Given that a day’s worth of their increased emissions will totally swamp a year’s worth of the reductions the PM is planning to impose on our agricultural base, one has to wonder about the sanity of our decision-makers.
So as not to create food shortages through its international drive to reduce man-made greenhouse gas emissions, the United Nations specifically included Article 2 in the Paris Agreement, which requires policymakers to develop, emission-reduction schemes “in a manner that does not threaten food production”.
This specifically excludes schemes that would penalise agricultural production.
Given the mayhem Jacinda Ardern’s policy will create, surely ignoring this specific UN directive is not an option.
The government’s plan means the small towns, will be surrounded by pine trees… So all the small town cafes, car yards, schools, pubs, rugby clubs, hairdressers and supermarkets can say goodbye to business supported by the agriculture around them.”
A classic example of what can happen as an unintended consequence of blindly following ideological policies is seen in the recent history of Sri Lanka. It was once one of the fastest growing Asian economies and then in 2021 their President announced that the country would become organic and as a result the use of synthetic pesticides and fertilisers was banned.

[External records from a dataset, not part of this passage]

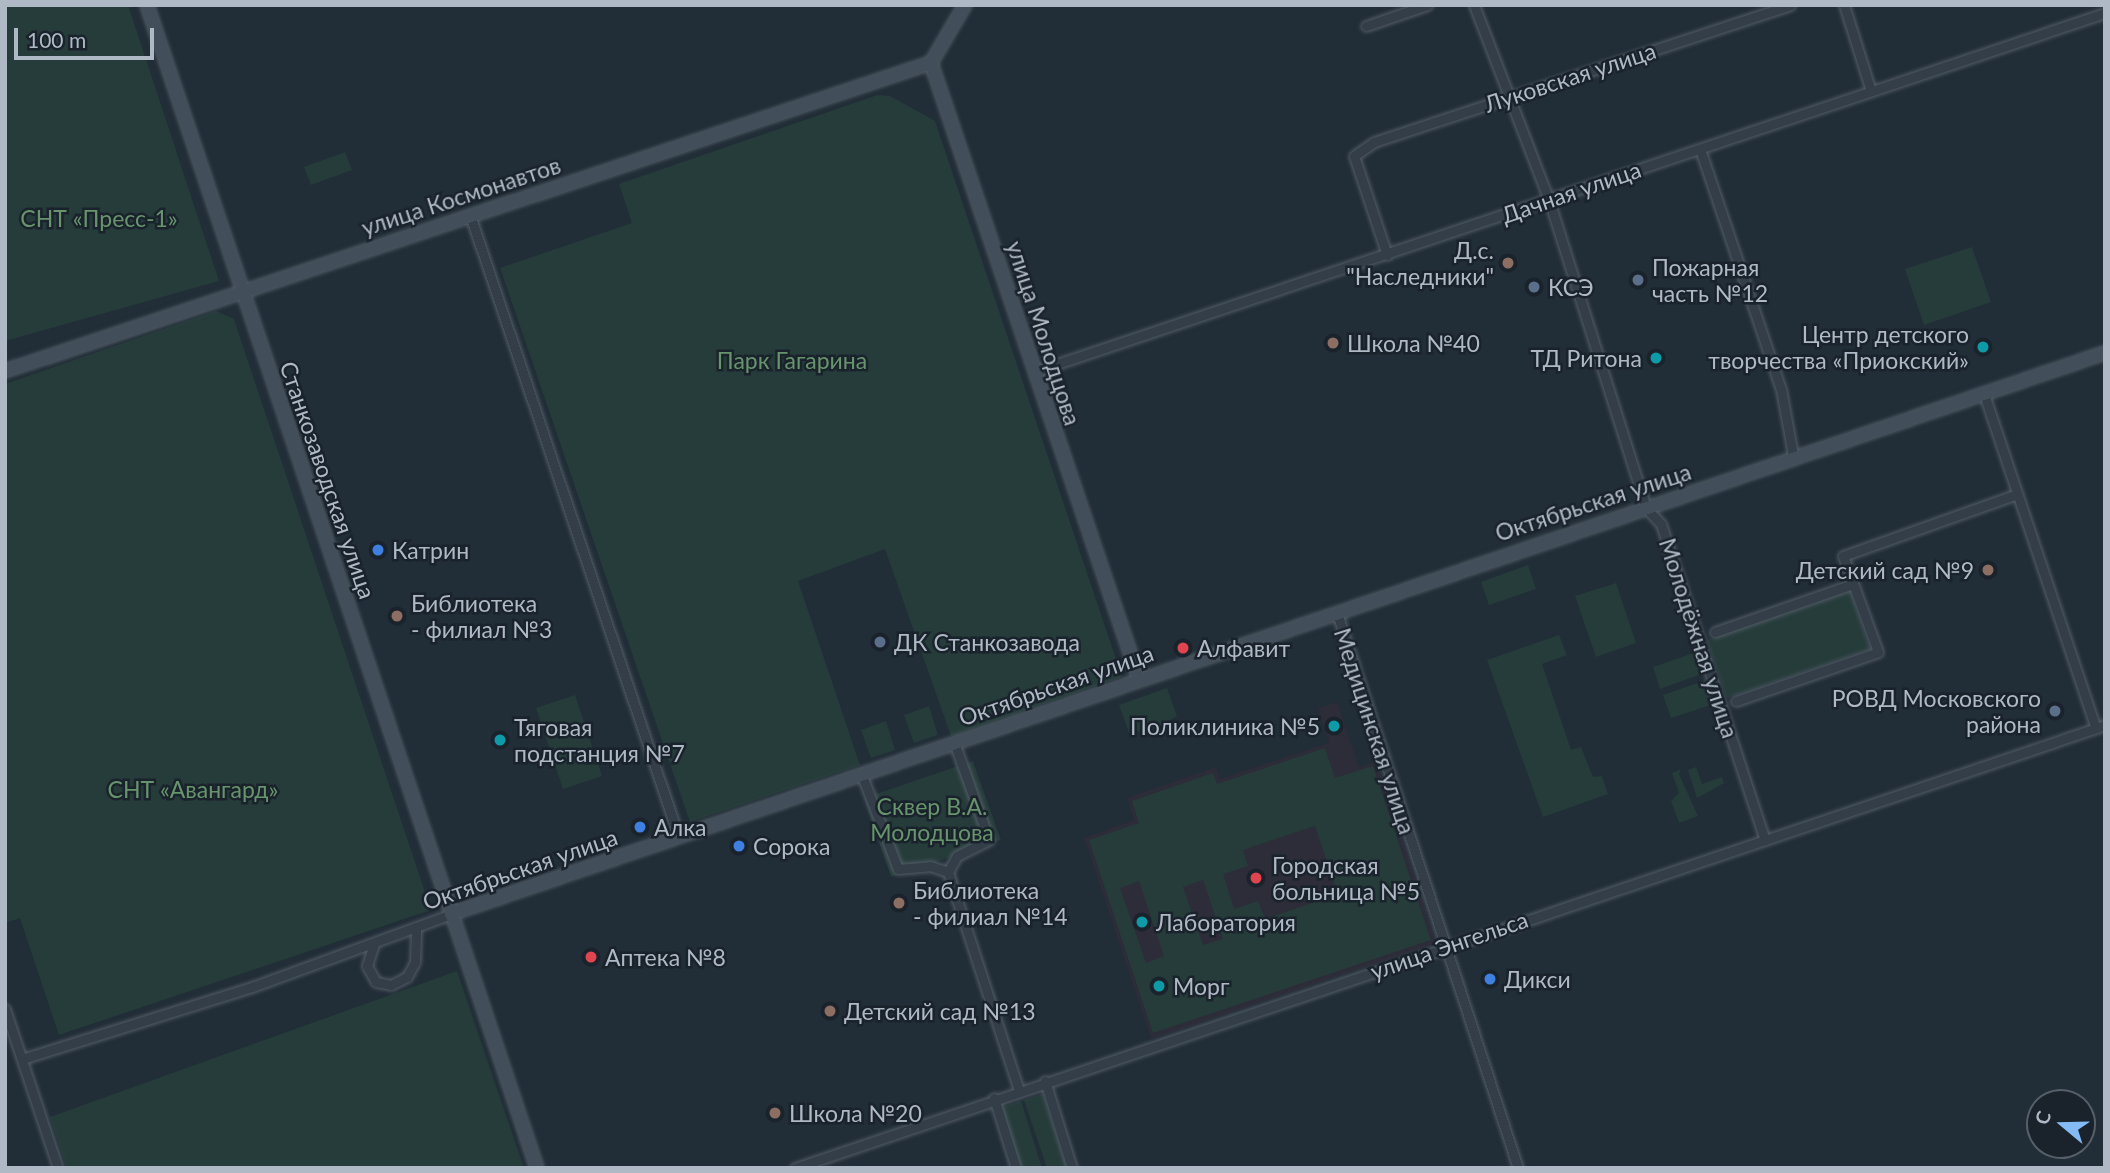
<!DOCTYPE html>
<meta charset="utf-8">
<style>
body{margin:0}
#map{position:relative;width:2110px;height:1173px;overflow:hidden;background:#212d37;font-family:Lato,sans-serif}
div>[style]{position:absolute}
.medical>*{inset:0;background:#2d2c39}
.green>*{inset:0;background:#263c3b}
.roads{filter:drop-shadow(0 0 2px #525c66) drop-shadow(0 0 2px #525c66)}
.street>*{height:9px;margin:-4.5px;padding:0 4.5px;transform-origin:4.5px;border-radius:4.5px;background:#343e48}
.secondary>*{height:12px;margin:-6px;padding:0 6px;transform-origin:6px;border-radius:6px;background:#434e5b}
.dots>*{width:19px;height:19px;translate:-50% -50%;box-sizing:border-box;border:4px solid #1a232c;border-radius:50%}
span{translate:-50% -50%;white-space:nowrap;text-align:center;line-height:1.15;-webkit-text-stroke:5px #1a232c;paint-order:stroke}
.street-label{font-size:23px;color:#afb9c5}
.park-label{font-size:23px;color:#67946d}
.poi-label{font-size:23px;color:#afb9c5}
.right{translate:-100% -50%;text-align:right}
.left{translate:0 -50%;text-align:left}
.frame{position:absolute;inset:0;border:7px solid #afb9c5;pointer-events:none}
.north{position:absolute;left:2026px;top:1089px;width:70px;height:70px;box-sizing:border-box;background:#1a232c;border:2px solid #565f69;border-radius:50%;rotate:289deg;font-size:19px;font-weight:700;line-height:28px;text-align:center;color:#afb9c5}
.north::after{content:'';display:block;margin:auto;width:24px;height:32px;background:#84bbf5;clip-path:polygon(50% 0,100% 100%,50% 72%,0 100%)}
.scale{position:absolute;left:14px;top:28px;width:140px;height:32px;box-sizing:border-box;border:4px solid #afb9c5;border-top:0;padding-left:9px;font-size:21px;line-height:24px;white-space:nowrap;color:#afb9c5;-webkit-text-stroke:5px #1a232c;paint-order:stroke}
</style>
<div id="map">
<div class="medical">
<div style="clip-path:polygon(1337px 702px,1359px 767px,1377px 761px,1436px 943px,1151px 1039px,1084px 838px,1134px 820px,1127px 798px,1216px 767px,1220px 779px,1329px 743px,1318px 708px)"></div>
</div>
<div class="green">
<div style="clip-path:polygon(5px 5px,128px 5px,219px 281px,5px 341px)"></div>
<div style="clip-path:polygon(877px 95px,890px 96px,935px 121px,1122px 677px,951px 736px,885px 549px,798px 581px,860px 765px,690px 822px,500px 268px,632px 223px,619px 184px)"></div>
<div style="clip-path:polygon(345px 152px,352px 170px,311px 185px,304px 167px)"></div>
<div style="clip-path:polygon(1972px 247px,1991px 302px,1924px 325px,1905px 269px)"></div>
<div style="clip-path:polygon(216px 311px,234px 319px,431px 910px,59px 1035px,20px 918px,5px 923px,5px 384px)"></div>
<div style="clip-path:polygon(1528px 565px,1536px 589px,1489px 605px,1481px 582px)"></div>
<div style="clip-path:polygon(1616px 583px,1636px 643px,1596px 657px,1575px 596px)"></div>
<div style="clip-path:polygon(1850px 591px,1870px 649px,1727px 698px,1707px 640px)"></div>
<div style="clip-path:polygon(1559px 635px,1567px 655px,1542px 664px,1571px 750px,1581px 747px,1593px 777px,1602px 776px,1608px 794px,1543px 817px,1487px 660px)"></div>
<div style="clip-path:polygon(1696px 652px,1704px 673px,1660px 689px,1653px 667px)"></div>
<div style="clip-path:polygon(1706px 680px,1714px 704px,1671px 718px,1663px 695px)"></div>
<div style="clip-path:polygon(1167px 688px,1177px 716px,1159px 727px,1129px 733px,1119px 705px)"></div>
<div style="clip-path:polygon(575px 695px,602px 776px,563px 789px,536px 708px)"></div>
<div style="clip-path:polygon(929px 706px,938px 735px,914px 743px,904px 715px)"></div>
<div style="clip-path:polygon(886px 721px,895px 750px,871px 758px,861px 730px)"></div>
<div style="clip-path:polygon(evenodd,1325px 748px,1335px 778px,1373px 766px,1431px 940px,1153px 1033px,1089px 840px,1139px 823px,1132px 801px,1213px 773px,1217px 784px,1325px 748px,1315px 826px,1338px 894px,1265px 919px,1258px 901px,1234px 909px,1223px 874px,1248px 866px,1243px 850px,1315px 826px,1325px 748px,1203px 880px,1223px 939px,1203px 945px,1183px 887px,1203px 880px,1325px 748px,1139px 881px,1164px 956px,1146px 963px,1120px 888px,1139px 881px)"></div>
<div style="clip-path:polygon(973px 761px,1001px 840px,891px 877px,864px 798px)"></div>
<div style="clip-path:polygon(1696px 767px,1702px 784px,1722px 777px,1724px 783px,1697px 798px,1688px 770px)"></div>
<div style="clip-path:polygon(1681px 769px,1679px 774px,1698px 816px,1679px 823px,1671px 801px,1679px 793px,1672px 773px)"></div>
<div style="clip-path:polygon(457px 971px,524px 1168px,67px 1168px,50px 1117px)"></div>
<div style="clip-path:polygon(1043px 1094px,1067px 1168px,1047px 1168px,1024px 1100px)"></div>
<div style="clip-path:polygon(1021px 1101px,1042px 1168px,1020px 1168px,1000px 1108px)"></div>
</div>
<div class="roads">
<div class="street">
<div style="left:1474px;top:5px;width:209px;rotate:69deg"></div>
<div style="left:1549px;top:200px;width:323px;rotate:72.5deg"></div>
<div style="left:1646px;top:508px;width:22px;rotate:47deg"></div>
<div style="left:1661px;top:524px;width:333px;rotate:71.8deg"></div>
<div style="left:1844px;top:5px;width:90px;rotate:72.6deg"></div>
<div style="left:1366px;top:26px;width:65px;rotate:-19deg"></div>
<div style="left:1700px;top:149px;width:253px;rotate:71.4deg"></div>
<div style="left:1781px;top:389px;width:67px;rotate:79.7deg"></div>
<div style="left:470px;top:215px;width:654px;rotate:71.45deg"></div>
<div style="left:1387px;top:255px;width:104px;rotate:-108.4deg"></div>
<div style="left:1354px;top:156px;width:24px;rotate:-35deg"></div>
<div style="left:1374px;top:142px;width:438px;rotate:-18.2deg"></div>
<div style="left:1036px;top:371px;width:1127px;rotate:-18.52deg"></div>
<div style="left:1984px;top:394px;width:352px;rotate:71.5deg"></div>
<div style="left:1337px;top:613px;width:584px;rotate:71.94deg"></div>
<div style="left:1715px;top:632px;width:146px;rotate:-19.2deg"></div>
<div style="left:1736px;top:701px;width:150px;rotate:-19deg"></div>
<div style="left:1878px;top:652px;width:102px;rotate:-110deg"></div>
<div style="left:1843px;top:556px;width:185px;rotate:-19.6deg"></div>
<div style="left:861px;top:773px;width:103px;rotate:68.9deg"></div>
<div style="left:898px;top:869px;width:32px;rotate:-5deg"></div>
<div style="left:930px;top:866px;width:19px;rotate:18deg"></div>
<div style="left:948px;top:872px;width:18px;rotate:-61deg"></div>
<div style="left:957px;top:856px;width:36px;rotate:-27deg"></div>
<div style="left:989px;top:840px;width:104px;rotate:-109.7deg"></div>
<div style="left:948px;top:872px;width:229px;rotate:72deg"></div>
<div style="left:374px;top:944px;width:23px;rotate:108deg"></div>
<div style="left:367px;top:966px;width:18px;rotate:61deg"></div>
<div style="left:376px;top:982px;width:15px;rotate:11deg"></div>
<div style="left:391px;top:985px;width:18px;rotate:-27deg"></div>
<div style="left:407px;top:977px;width:17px;rotate:-62deg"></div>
<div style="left:415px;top:962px;width:34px;rotate:-88deg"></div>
<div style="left:5px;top:1009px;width:168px;rotate:71.6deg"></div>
<div style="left:22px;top:1059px;width:241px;rotate:-17.4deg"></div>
<div style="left:252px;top:987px;width:212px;rotate:-20.1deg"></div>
<div style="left:1045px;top:1081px;width:91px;rotate:72.8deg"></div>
<div style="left:994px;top:1098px;width:73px;rotate:72.6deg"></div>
<div style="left:795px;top:1168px;width:1383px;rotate:-18.68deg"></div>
</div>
<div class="secondary">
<div style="left:147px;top:5px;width:1227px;rotate:71.46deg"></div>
<div style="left:965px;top:5px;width:67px;rotate:120.4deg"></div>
<div style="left:931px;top:63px;width:650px;rotate:71.34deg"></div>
<div style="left:5px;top:371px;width:976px;rotate:-18.4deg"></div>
<div style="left:451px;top:914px;width:1747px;rotate:-18.74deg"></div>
</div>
</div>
<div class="dots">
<div style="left:1508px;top:263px;background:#8d6e63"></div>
<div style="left:1638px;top:280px;background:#5c6f8a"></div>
<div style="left:1534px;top:287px;background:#5c6f8a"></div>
<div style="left:1333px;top:343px;background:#8d6e63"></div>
<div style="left:1983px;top:347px;background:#0f9aa8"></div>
<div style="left:1656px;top:358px;background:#0f9aa8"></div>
<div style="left:378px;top:550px;background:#3f7fe0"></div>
<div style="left:1988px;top:570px;background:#8d6e63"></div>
<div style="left:397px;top:616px;background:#8d6e63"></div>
<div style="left:880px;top:642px;background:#5c6f8a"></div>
<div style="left:1183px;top:648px;background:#e0444e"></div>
<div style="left:2055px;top:711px;background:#5c6f8a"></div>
<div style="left:1334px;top:726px;background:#0f9aa8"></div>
<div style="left:500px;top:740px;background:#0f9aa8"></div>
<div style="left:640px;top:827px;background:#3f7fe0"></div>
<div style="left:739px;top:846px;background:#3f7fe0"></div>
<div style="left:1256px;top:878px;background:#e0444e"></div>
<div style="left:899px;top:903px;background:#8d6e63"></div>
<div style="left:1142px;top:922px;background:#0f9aa8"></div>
<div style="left:591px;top:957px;background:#e0444e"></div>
<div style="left:1490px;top:979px;background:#3f7fe0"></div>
<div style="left:1159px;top:986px;background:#0f9aa8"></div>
<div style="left:830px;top:1011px;background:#8d6e63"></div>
<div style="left:775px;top:1113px;background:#8d6e63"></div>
</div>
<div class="street-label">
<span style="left:1570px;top:77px;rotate:-18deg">Луковская улица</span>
<span style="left:1571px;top:192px;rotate:-19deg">Дачная улица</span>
<span style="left:461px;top:196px;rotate:-18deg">улица Космонавтов</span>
<span style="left:1044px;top:333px;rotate:72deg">улица Молодцова</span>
<span style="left:328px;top:480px;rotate:71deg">Станкозаводская улица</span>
<span style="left:1593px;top:502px;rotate:-18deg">Октябрьская улица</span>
<span style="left:1699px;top:638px;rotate:72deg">Молодёжная улица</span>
<span style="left:1056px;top:685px;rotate:-19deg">Октябрьская улица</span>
<span style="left:1375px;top:731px;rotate:72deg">Медицинская улица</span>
<span style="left:520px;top:869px;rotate:-19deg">Октябрьская улица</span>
<span style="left:1449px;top:945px;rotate:-19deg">улица Энгельса</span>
</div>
<div class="park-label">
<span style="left:99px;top:218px">СНТ «Пресс-1»</span>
<span style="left:792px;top:360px">Парк Гагарина</span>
<span style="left:193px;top:789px">СНТ «Авангард»</span>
<span style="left:932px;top:819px">Сквер В.А.<br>Молодцова</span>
</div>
<div class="poi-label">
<span class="right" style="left:1494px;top:263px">Д.с.<br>"Наследники"</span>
<span class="left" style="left:1652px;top:280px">Пожарная<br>часть №12</span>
<span class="left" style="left:1548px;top:287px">КСЭ</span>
<span class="right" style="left:1969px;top:347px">Центр детского<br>творчества «Приокский»</span>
<span class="left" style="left:1347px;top:343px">Школа №40</span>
<span class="right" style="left:1642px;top:358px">ТД Ритона</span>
<span class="left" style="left:392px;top:550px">Катрин</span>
<span class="right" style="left:1974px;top:570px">Детский сад №9</span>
<span class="left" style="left:411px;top:616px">Библиотека<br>- филиал №3</span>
<span class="left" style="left:894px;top:642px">ДК Станкозавода</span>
<span class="left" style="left:1197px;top:648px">Алфавит</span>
<span class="right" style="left:2041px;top:711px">РОВД Московского<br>района</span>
<span class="right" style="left:1320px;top:726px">Поликлиника №5</span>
<span class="left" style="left:514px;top:740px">Тяговая<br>подстанция №7</span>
<span class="left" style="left:654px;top:827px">Алка</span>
<span class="left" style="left:753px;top:846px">Сорока</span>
<span class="left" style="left:1272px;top:878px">Городская<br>больница №5</span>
<span class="left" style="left:913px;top:903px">Библиотека<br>- филиал №14</span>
<span class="left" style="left:1156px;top:922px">Лаборатория</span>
<span class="left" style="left:605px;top:957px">Аптека №8</span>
<span class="left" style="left:1504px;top:979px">Дикси</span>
<span class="left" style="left:1173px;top:986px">Морг</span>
<span class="left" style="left:844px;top:1011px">Детский сад №13</span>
<span class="left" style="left:789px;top:1113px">Школа №20</span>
</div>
<div class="frame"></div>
<div class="north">С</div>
<div class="scale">100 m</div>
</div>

This was justified by the claims that this “decision will definitely help farmers become more prosperous.” What actually happened to most people’s surprise was that within months, the volume of tea exports halved, cutting foreign exchange earnings. Rice yields plummeted leading to an unprecedented requirement to import rice and with the government unable to service its debt, the currency collapsed.”
Given the current situation in NZ; record levels of inflation; rampant increases in the cost of living; huge increases in waiting lists for social housing; large increases in child poverty; huge increases in the youth crime rates; huge increases in costs for housing rental; etc. there is every possibility that this proposed emissions tax could have the same type of perverse outcome.
The business community have become deeply disillusioned in Ardern. The latest Herald Mood of the Boardroom survey ranked Ardern as only the 12th best performer in Cabinet. Rating her out of five, the CEOs gave her 2.3. This was down from nearly 4/5 in 2020.
Prime Minister Jacinda Ardern flew to Antarctica today, and her media spin doctors will be hoping for some good photo opportunities to lift the leader’s popularity. But they will be asking a lot. It must be very important for her to be there as she had to make two attempts due to bad weather causing the first flight to return after two hours flying.
I wonder what the bad news is that we will hear with her being out of the country, as it seems to be a habit that whenever she is out of the country we get to hear some bad news, just as if it was planned to be released as she left.
Tomorrow it will be five years since Ardern was sworn in as Prime Minister. At that time she was incredibly popular, and her support kept rising, hitting its heights in 2020 but the tide has certainly turned in recent months, and there are signs that Ardern is headed for a very difficult time as Prime Minister in the near future. Economic and social factors may get much worse. And there is every possibility that Labour’s popularity will decline further, particularly in light of recent policies such as Three Waters; Co-Governance; Agricultural emissions pricing etc.
Her chances of re-election in 2023 must be seriously in doubt.